Sol. Suppose that $\,a\,$ denotes first term of A.P. and $\,d\,$ denotes the common difference of the A.P.
Now, $\,\,t_{11}=a+(11-1)d=a+10d, \\ t_{14}=a+(14-1)d=a+13d. \\ \therefore \frac{t_{11}}{t_{14}}=\frac 79 \\ \Rightarrow \frac{a+10d}{a+13d}=\frac 79 \\ \Rightarrow 9(a+10d)=7(a+13d) \\ \Rightarrow 9a+90d=7a+91d \\ \Rightarrow 9a-7a=91d-90d \\ \Rightarrow 2a=d \\ \Rightarrow a=\frac d2.$
Now, $\,\,t_{10}=a+(10-1)d=\frac d2+9d=\frac{19d}{2}, \\ t_3=a+(3-1)d=a+2d=\frac d2+2d=\frac{5d}{2}. $
Hence, $\,t_{10} : t_3=\frac{19d}{2}: \frac{5d}{2}=19 : 5\,\,\text{(ans.)}$
$\,16.\,$ Insert five arithmetic means between $\,\,(-19)\,\,$ and $\,23.$
Sol. If we insert five arithmetic means between $\,\,(-19)\,\,$ and $\,23,\,$ then the total numbers of terms will be $\,5+2=7\,\,$ which will be in A.P.
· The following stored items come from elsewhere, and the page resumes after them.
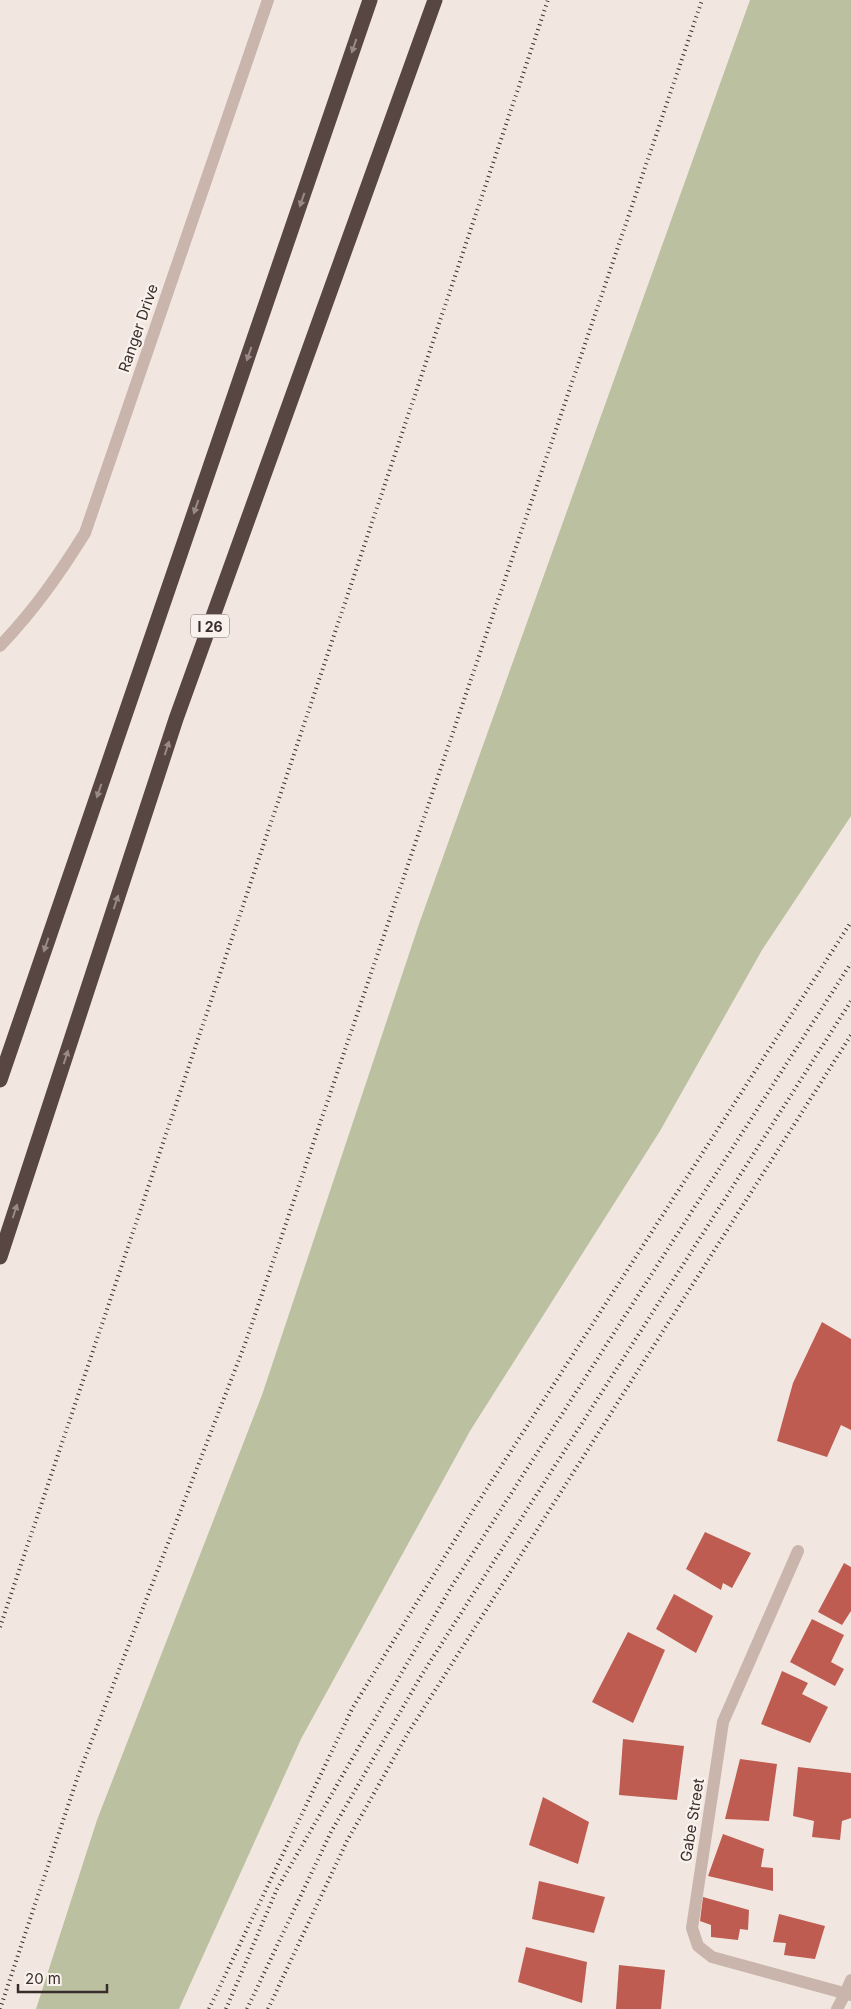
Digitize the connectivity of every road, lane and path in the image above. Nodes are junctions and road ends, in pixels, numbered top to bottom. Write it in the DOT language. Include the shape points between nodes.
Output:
graph roads {
  1 [pos="268,0"];
  2 [pos="370,0"];
  3 [pos="435,0"];
  4 [pos="0,646"];
  5 [pos="0,1080"];
  6 [pos="0,1257"];
  7 [pos="798,1551"];
  8 [pos="851,1980"];
  9 [pos="848,1994"];
  10 [pos="836,2009"];
  1 -- 4 [label="street, Ranger Drive" via="85,532 54,582"];
  2 -- 5 [label="highway, one-way"];
  6 -- 3 [label="highway, I 26, one-way" via="176,719"];
  7 -- 9 [label="street, Gabe Street" via="723,1722 692,1928 698,1946 712,1957"];
  8 -- 9 [label="street"];
  9 -- 10 [label="street"];
}
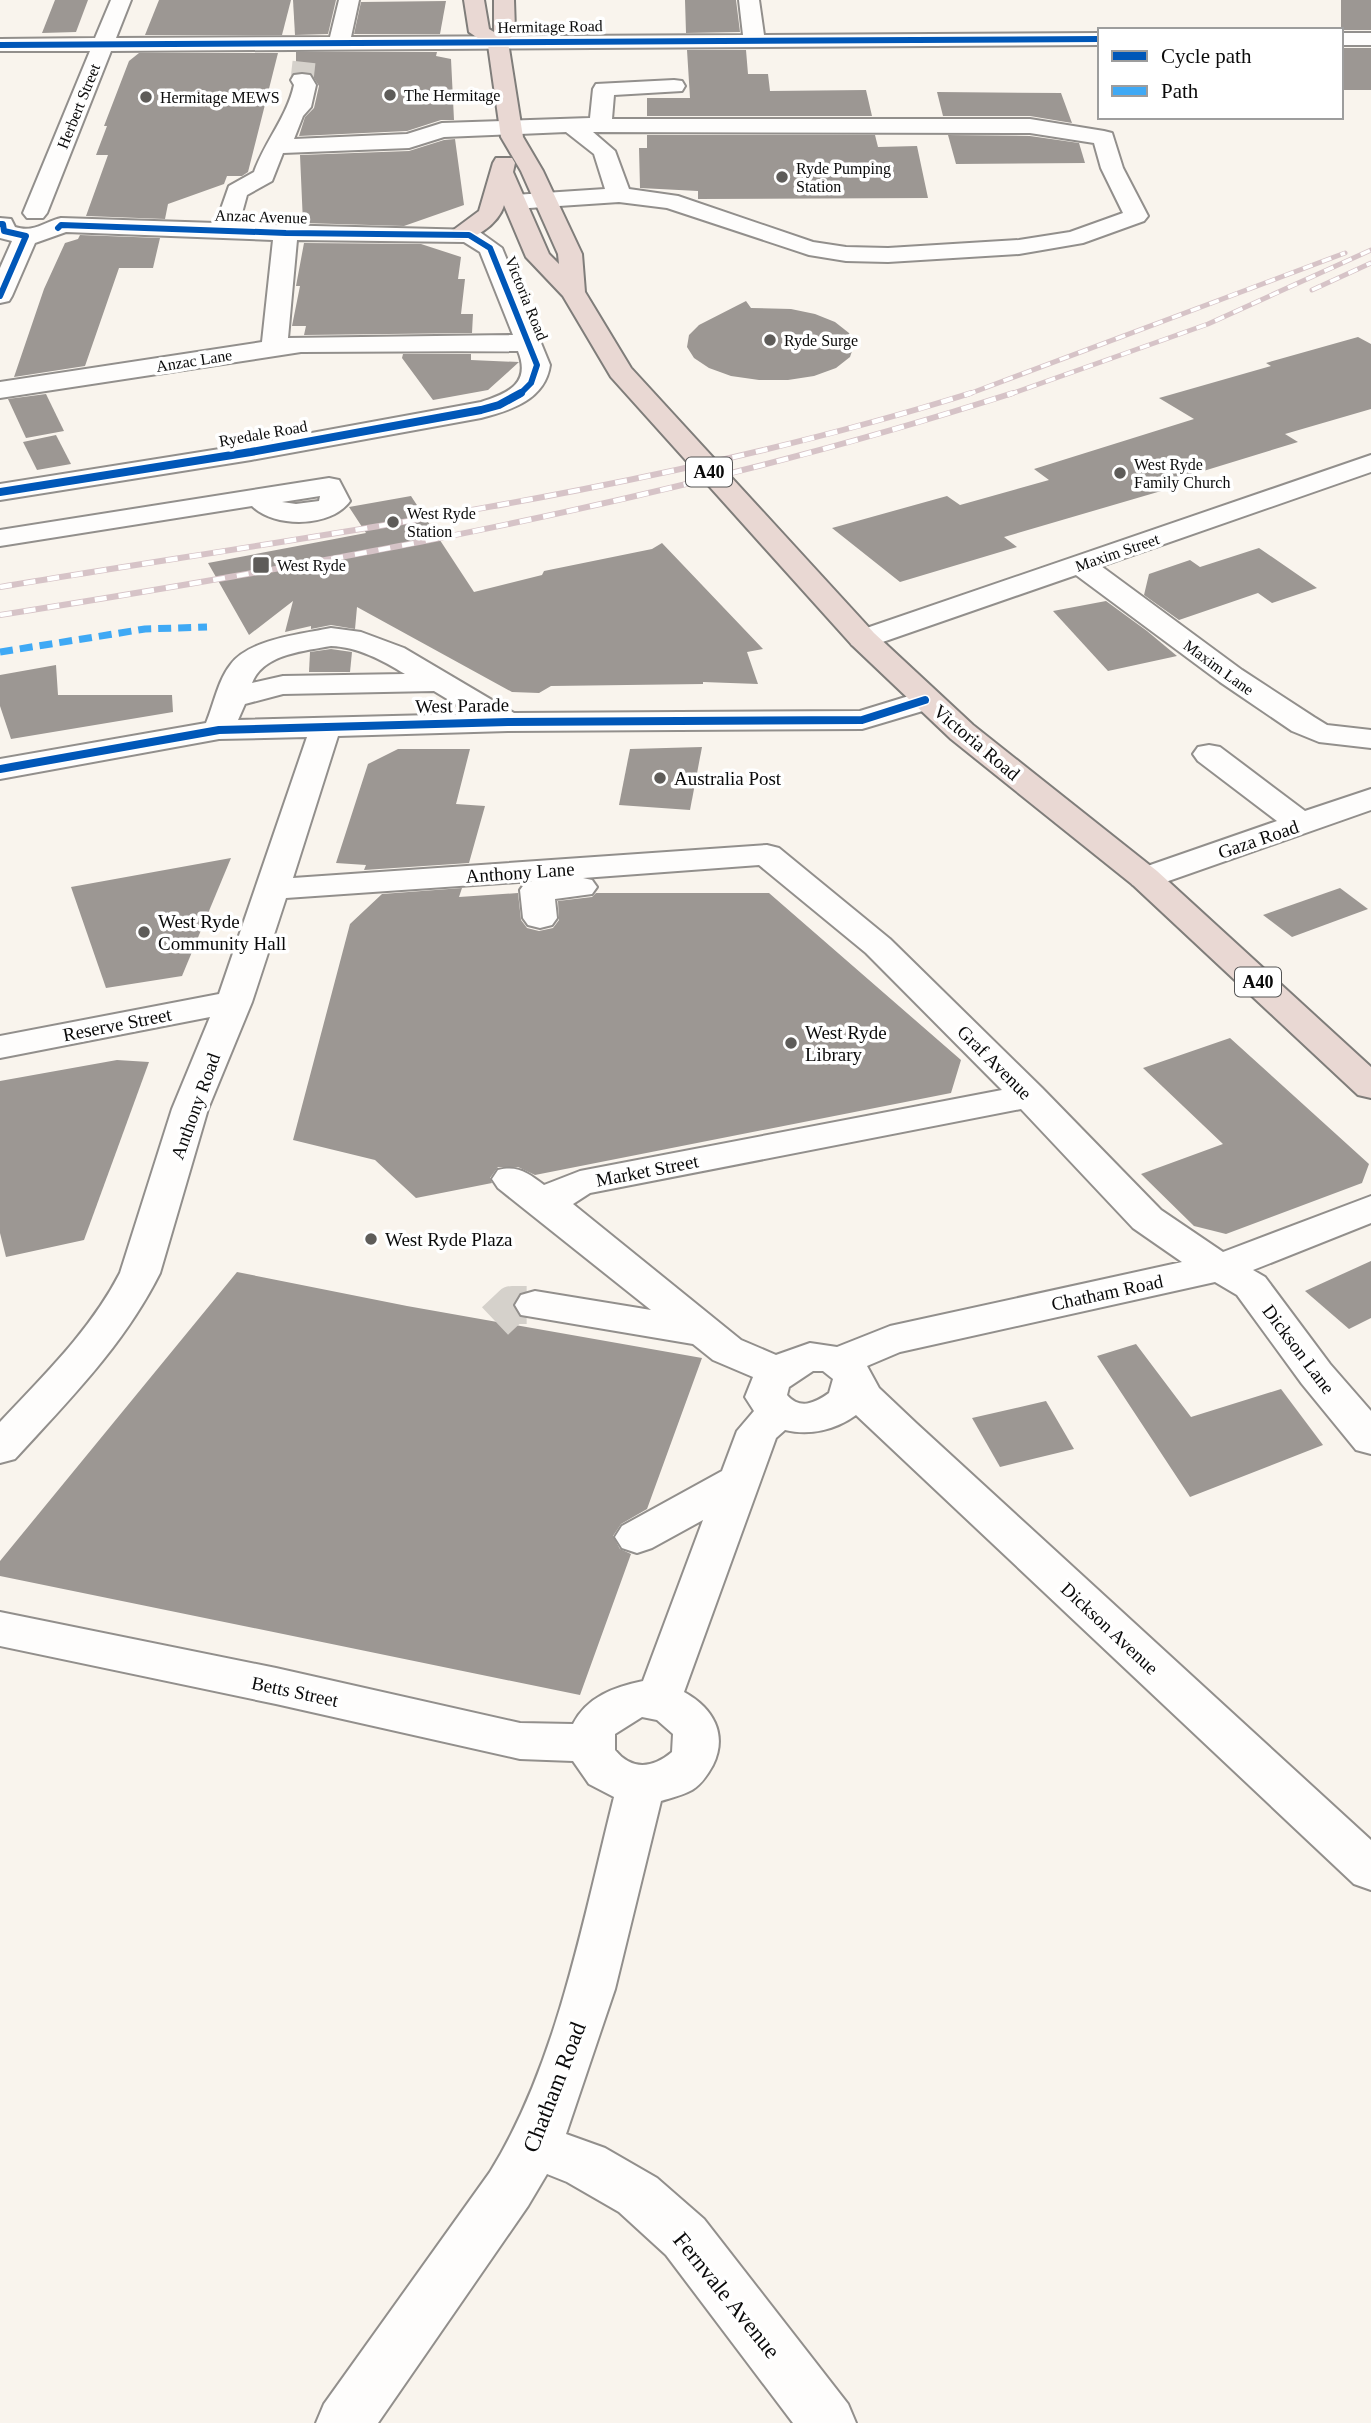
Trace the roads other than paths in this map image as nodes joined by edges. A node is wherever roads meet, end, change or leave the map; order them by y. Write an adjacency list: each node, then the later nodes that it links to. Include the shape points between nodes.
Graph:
1 (121, 0): 13 (street, Herbert Street)
2 (349, 0): 11 (street)
3 (474, 0): 10 (highway, via 479,32)
4 (504, 0): 10 (highway, Victoria Road / A40, via 505,30)
5 (749, 0): 8 (street)
6 (1343, 39): 7 (street)
7 (1371, 39)
8 (754, 40): 9 (street, Hermitage Road); 10 (street, Hermitage Road)
9 (1098, 40)
10 (498, 42): 11 (street, Hermitage Road); 18 (highway, Victoria Road / A40)
11 (339, 44): 14 (street, Hermitage Road)
12 (0, 45): 13 (street, Hermitage Road)
13 (103, 45): 14 (street, Hermitage Road); 24 (street, Herbert Street)
14 (304, 62): 19 (street, via 300,107 293,113 285,137)
15 (674, 86): 17 (street, via 604,89)
16 (571, 125): 17 (street); 18 (street); 21 (street, via 604,150)
17 (600, 125): 21 (street, via 1030,126 1104,138 1112,168 1136,216 1075,237 1018,247 846,254 809,248 670,201)
18 (511, 131): 19 (street, via 442,130 409,141); 20 (highway, Victoria Road / A40); 22 (highway, Victoria Road / A40)
19 (274, 147): 27 (street, via 264,176 237,191)
20 (502, 172): 23 (highway, Victoria Road / A40); 29 (highway, via 490,214)
21 (618, 195): 22 (street, via 588,208)
22 (544, 200): 23 (street); 31 (highway, Victoria Road / A40, via 570,254)
23 (514, 202): 31 (highway, Victoria Road / A40, via 538,257)
24 (35, 213): 25 (street); 26 (street, via 58,218)
25 (2, 224): 30 (street, via 9,234)
26 (61, 225): 27 (street, Anzac Avenue); 30 (street, via 52,232)
27 (225, 231): 28 (street, Anzac Avenue)
28 (286, 233): 29 (street, Anzac Avenue); 34 (street)
29 (460, 234): 33 (street, Victoria Road, via 490,248)
30 (26, 236): 32 (street)
31 (573, 292): 42 (highway, Victoria Road / A40, via 620,372)
32 (0, 296)
33 (528, 343): 34 (street, Anzac Lane); 35 (street, Victoria Road, via 537,375)
34 (274, 348): 36 (street, Anzac Lane)
35 (525, 389): 38 (street, Ryedale Road, via 481,410 251,452)
36 (0, 390)
37 (1371, 463): 41 (street, Maxim Street)
38 (1, 488)
39 (259, 497): 40 (street)
40 (0, 538)
41 (1081, 565): 42 (street, Maxim Street); 49 (street, Maxim Lane, via 1303,724 1319,733)
42 (863, 639): 45 (highway, Victoria Road / A40)
43 (444, 682): 44 (street); 44 (street, via 412,663 292,664 259,671); 46 (street)
44 (233, 688): 48 (street)
45 (925, 700): 46 (street, West Parade, via 862,720); 56 (highway, Victoria Road / A40)
46 (508, 722): 47 (street, West Parade)
47 (325, 726): 48 (street, West Parade); 57 (street, Anthony Road)
48 (219, 730): 51 (street, West Parade)
49 (1371, 739)
50 (1209, 754): 53 (street)
51 (0, 769)
52 (1371, 799): 53 (street, Gaza Road)
53 (1301, 824): 56 (street, Gaza Road)
54 (767, 855): 55 (street, Graf Avenue); 57 (street, Anthony Lane)
55 (795, 878): 58 (street, via 537,890); 62 (street, Graf Avenue, via 878,946)
56 (1145, 878): 61 (highway, Victoria Road / A40)
57 (273, 889): 59 (street, Anthony Road)
58 (540, 919)
59 (234, 1002): 60 (street, Reserve Street); 72 (street, Anthony Road, via 190,1109 128,1299 112,1324)
60 (0, 1047)
61 (1371, 1087)
62 (1030, 1096): 65 (street, Market Street, via 580,1183 557,1194 554,1205); 66 (street, Graf Avenue, via 1147,1219)
63 (511, 1180): 65 (street)
64 (1371, 1209): 66 (street, Chatham Road)
65 (558, 1214): 68 (street)
66 (1222, 1267): 69 (street, Chatham Road, via 890,1340); 71 (street, Dickson Lane, via 1251,1286 1316,1374)
67 (535, 1305): 68 (street)
68 (706, 1332): 70 (street)
69 (847, 1372): 70 (street, via 830,1358 800,1359); 70 (street, via 849,1395 825,1415 795,1419); 79 (street, Dickson Avenue, via 864,1398 901,1434)
70 (778, 1393): 73 (street)
71 (1371, 1438)
72 (0, 1448)
73 (739, 1481): 74 (street); 76 (street)
74 (637, 1537)
75 (0, 1629): 77 (street, Betts Street, via 520,1741 560,1744)
76 (658, 1701): 77 (street, via 626,1702 612,1708 601,1716); 78 (street, via 689,1718 698,1748 678,1775)
77 (591, 1740): 78 (street, via 599,1765 624,1782)
78 (641, 1785): 80 (street, Chatham Road, via 590,1989)
79 (1371, 1870)
80 (536, 2146): 81 (street, Chatham Road); 82 (street, Fernvale Avenue, via 586,2165 638,2195 685,2237)
81 (344, 2423)
82 (828, 2423)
Clearly, $\,t_1=a=-19,\\ t_7=23 \\ \Rightarrow a+(7-1)d=23 \\ \Rightarrow -19+6d=23 \\ \Rightarrow 6d=23+19 \\ \Rightarrow d=\frac{42}{6}=7.$
Hence, five arithmetic means between $\,\,(-19)\,\,$ and $\,23\,$ are
$\,-19+7=-12,\\ -12+7=-5, \\ -5+7=2,\\ 2+7=9,\\ 9+7=16.$
$\,17.\,$ There are $\,n\,$ arithmetic means between $\,4\,$ and $\,31\,$ such that the second mean : last mean $=5 : 14\,;\,$ find $\,n.$
Sol. If there are $\,n\,$ arithmetic means between $\,4\,$ and $\,31\,$ , then there are total $\,(n+2)\,$ terms which are in A.P. and $\,\,a=t_1=4,\,t_{n+2}=31=l.$
Now, the second mean : last mean $=5 : 14 ,$ means
$\,t_3 : l=5: 14 \\ \Rightarrow 4+(3-1)d : l-d=5 : 14 \\ \Rightarrow \frac{4+2d}{31-d}=\frac{5}{14} \\ \Rightarrow 14(4+2d)=5(31-d) \\ \Rightarrow 56+28d=155-5d \\ \Rightarrow 28d+5d=15-56 \\ \Rightarrow 33d=99 \\ \Rightarrow d=\frac{99}{33}=3.$
Now, $\,t_{n+2}=31 \\ \Rightarrow 4+(n+2-1)d=31 \\ \Rightarrow 4+(n+1)\times 3= 31 \\ \Rightarrow 3(n+1)=31-4 \\ \Rightarrow n+1=\frac{27}{3} \\ \Rightarrow n=9-1=8.$
$\,18.\,$ If $\,a,b,c\,$ are in A.P., then show that,
$\,(i)\,\,(a+2b-c)(2b+c-a)(c+a-b)=4abc$
Sol. Since $\,a,b,c\,$ are in A.P., $\,2b=a+c \rightarrow(1)$
Now, $\,\, (a+2b-c)(2b+c-a)(c+a-b)\\=(a+a+c-c)(a+c+c-a)(2b-b)\,\,[\text{By (1)}]\\=(2a)(2c)(b)\\=4abc\,\,\text{(proved)}$
$\,18.\,$ If $\,a,b,c\,$ are in A.P., then show that,
$\,(ii)\,\,a^2(b+c),b^2(c+a), c^2(a+b)\,\,$ are in A.P. $\,\,(ab+bc+ca \neq 0)$
Sol. Since $\,a,b,c\,$ are in A.P., $\,2b=a+c \rightarrow(1)$
Now, if we are to show that $\,\,a^2(b+c),b^2(c+a), c^2(a+b)\,\,$ are in A.P., then we have to show that $\,\,a^2(b+c)+c^2(a+b)=2b^2(c+a).$
Now, $\,\,a^2(b+c)+c^2(a+b)\\=a^2b+a^2c+c^2a+c^2b\\=a^2b+c^2b+ac(a+c)\\=a^2b+c^2b+ac (2b)\,\,\,[\text{By (1)}]\\=b(a^2+c^2+2ac)\\=b(a+c)^2\\=b(a+c)(a+c)\\=b.2b(a+c)\\=2b^2(a+c)\rightarrow(2)$
Hence, from $\,(2),\,$ we can conclude that $\,\,a^2(b+c),b^2(c+a), c^2(a+b)\,\,$ are in A.P.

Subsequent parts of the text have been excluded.